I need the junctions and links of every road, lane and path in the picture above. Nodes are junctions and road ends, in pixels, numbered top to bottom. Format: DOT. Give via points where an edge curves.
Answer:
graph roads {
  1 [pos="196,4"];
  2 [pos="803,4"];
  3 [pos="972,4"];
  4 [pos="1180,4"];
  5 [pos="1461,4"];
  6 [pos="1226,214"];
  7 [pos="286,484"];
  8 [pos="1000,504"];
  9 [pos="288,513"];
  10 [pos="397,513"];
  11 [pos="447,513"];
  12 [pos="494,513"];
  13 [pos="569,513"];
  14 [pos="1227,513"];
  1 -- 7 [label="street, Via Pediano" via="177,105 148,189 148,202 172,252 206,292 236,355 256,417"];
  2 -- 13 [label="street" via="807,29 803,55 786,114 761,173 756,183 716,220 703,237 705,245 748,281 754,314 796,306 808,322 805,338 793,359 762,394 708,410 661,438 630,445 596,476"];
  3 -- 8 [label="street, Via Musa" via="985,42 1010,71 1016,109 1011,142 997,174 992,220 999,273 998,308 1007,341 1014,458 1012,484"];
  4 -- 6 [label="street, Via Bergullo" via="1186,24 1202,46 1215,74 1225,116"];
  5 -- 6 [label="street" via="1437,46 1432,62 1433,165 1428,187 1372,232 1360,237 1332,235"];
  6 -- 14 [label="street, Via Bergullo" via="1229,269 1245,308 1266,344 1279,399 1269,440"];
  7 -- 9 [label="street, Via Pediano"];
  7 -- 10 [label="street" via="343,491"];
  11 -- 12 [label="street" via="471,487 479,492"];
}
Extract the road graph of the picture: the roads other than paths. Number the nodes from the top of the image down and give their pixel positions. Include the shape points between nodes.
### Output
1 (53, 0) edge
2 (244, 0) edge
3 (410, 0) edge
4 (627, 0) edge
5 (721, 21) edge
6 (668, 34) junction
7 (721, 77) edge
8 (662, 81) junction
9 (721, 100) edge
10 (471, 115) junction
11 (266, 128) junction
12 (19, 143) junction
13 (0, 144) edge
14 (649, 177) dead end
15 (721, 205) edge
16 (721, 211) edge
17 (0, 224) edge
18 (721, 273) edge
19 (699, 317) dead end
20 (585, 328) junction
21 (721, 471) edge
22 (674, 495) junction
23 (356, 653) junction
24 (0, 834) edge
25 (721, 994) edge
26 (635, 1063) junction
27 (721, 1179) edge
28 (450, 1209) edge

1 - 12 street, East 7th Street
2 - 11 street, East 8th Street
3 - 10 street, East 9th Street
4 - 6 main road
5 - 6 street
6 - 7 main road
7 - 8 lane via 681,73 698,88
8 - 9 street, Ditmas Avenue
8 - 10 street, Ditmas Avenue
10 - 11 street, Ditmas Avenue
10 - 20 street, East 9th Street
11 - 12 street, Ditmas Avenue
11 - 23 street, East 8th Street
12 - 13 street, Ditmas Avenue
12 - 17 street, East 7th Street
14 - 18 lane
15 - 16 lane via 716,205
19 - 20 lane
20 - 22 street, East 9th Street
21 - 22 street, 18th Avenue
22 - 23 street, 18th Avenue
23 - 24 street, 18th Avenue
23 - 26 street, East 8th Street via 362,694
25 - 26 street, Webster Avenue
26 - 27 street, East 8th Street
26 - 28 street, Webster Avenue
····················
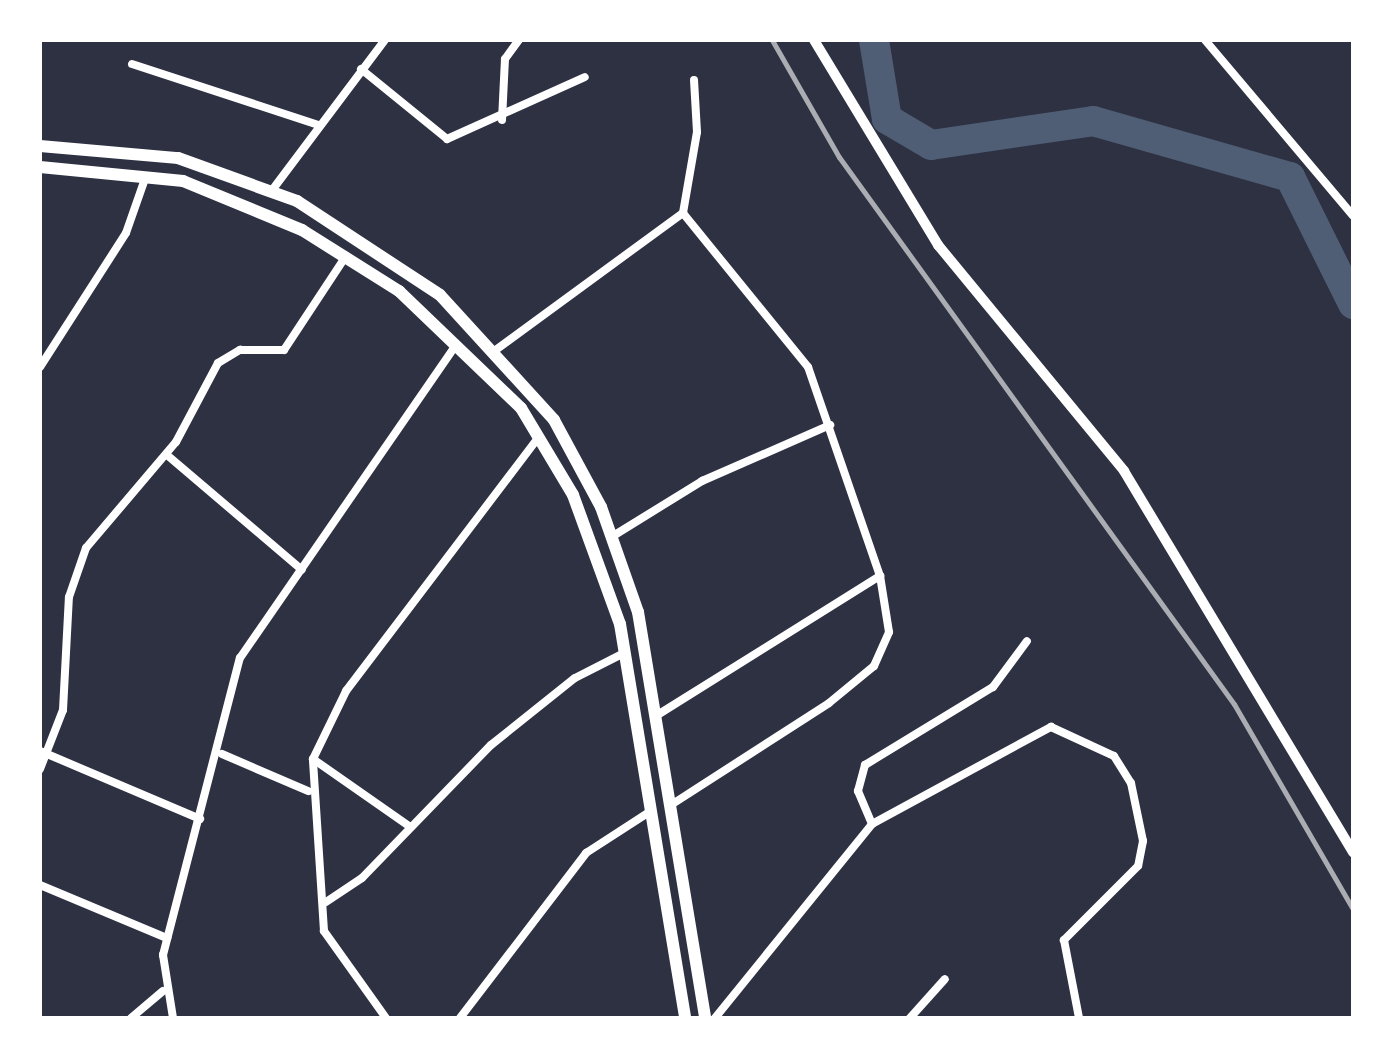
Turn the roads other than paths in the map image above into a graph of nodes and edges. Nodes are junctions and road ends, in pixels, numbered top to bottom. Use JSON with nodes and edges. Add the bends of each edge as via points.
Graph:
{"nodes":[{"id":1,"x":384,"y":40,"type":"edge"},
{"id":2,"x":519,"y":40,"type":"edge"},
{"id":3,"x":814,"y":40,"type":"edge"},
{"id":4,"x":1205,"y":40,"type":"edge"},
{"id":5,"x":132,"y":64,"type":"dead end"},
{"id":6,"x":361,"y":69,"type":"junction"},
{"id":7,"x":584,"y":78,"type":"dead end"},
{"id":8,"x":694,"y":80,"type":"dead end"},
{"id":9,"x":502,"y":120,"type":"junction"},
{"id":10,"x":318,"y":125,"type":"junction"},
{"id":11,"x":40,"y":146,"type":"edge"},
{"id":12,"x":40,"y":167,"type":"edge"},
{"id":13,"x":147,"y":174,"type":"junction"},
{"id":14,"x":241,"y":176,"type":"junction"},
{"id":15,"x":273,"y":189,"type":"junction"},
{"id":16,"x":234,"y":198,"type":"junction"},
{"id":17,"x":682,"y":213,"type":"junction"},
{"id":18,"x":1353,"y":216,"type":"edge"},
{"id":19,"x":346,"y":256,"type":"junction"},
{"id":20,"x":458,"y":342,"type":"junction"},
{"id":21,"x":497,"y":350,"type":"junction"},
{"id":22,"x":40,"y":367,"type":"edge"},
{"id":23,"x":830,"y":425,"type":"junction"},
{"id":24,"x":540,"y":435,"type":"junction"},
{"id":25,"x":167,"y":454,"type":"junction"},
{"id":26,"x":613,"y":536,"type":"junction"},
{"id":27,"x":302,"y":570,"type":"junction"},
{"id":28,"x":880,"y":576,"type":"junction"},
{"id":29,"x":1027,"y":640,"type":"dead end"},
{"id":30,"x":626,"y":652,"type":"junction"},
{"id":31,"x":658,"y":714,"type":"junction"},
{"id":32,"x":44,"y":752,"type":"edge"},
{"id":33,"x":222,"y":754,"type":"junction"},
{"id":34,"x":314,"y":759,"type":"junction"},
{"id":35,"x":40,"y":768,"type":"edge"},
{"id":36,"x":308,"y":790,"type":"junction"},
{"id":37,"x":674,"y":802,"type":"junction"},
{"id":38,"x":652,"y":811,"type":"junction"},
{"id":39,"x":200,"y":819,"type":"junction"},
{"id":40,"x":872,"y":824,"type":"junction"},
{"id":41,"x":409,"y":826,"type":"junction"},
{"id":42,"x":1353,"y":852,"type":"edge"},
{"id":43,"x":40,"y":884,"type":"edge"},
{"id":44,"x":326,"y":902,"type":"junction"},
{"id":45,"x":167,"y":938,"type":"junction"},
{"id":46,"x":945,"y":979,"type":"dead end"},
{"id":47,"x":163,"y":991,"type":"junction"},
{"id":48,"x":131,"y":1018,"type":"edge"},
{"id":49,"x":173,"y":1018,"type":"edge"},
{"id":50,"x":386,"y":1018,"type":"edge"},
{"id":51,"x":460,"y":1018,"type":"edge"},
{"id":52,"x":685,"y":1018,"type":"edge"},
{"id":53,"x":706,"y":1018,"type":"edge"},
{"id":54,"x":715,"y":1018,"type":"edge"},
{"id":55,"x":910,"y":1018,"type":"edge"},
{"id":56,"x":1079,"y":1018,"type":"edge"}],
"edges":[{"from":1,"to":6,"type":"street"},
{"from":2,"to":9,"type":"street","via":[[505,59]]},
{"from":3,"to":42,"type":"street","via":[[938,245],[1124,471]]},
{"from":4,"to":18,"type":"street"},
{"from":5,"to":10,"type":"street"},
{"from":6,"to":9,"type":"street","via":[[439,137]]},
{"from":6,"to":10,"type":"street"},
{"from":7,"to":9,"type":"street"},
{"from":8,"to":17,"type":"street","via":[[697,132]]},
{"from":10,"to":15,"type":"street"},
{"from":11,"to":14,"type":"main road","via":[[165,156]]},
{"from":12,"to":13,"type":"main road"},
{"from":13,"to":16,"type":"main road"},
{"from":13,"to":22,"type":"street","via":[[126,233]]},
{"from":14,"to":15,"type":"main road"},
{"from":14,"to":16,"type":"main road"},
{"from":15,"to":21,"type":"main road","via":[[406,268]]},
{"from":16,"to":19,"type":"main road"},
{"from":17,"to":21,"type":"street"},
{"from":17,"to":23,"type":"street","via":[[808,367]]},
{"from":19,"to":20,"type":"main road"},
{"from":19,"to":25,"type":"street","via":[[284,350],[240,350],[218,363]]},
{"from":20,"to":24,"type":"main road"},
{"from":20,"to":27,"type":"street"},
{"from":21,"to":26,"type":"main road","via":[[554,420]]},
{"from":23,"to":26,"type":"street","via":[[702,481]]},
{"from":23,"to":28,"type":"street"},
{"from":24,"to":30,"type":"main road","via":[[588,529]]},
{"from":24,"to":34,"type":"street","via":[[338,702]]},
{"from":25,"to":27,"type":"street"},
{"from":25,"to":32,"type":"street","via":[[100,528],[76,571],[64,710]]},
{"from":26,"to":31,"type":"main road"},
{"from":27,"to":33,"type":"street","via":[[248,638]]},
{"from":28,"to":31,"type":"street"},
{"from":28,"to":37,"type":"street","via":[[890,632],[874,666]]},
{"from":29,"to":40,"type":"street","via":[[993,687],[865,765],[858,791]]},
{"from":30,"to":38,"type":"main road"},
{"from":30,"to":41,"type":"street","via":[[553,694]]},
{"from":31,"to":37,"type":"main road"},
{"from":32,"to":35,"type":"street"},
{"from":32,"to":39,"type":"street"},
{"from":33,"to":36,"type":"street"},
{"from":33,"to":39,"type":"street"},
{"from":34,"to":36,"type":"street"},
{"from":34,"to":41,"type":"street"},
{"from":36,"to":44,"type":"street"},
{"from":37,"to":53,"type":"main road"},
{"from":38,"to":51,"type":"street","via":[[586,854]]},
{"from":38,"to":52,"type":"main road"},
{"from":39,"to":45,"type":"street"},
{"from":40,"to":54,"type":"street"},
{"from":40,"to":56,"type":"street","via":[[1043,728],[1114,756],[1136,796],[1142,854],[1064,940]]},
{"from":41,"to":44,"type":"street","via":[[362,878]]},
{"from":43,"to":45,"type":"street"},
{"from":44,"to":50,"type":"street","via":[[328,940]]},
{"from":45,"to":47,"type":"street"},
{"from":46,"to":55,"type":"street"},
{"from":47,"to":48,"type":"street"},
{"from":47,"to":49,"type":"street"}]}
····················
**Work request**
Since only the number is needed, state how many lines of the listing contain the word "Avenue".

**Result of this task**
10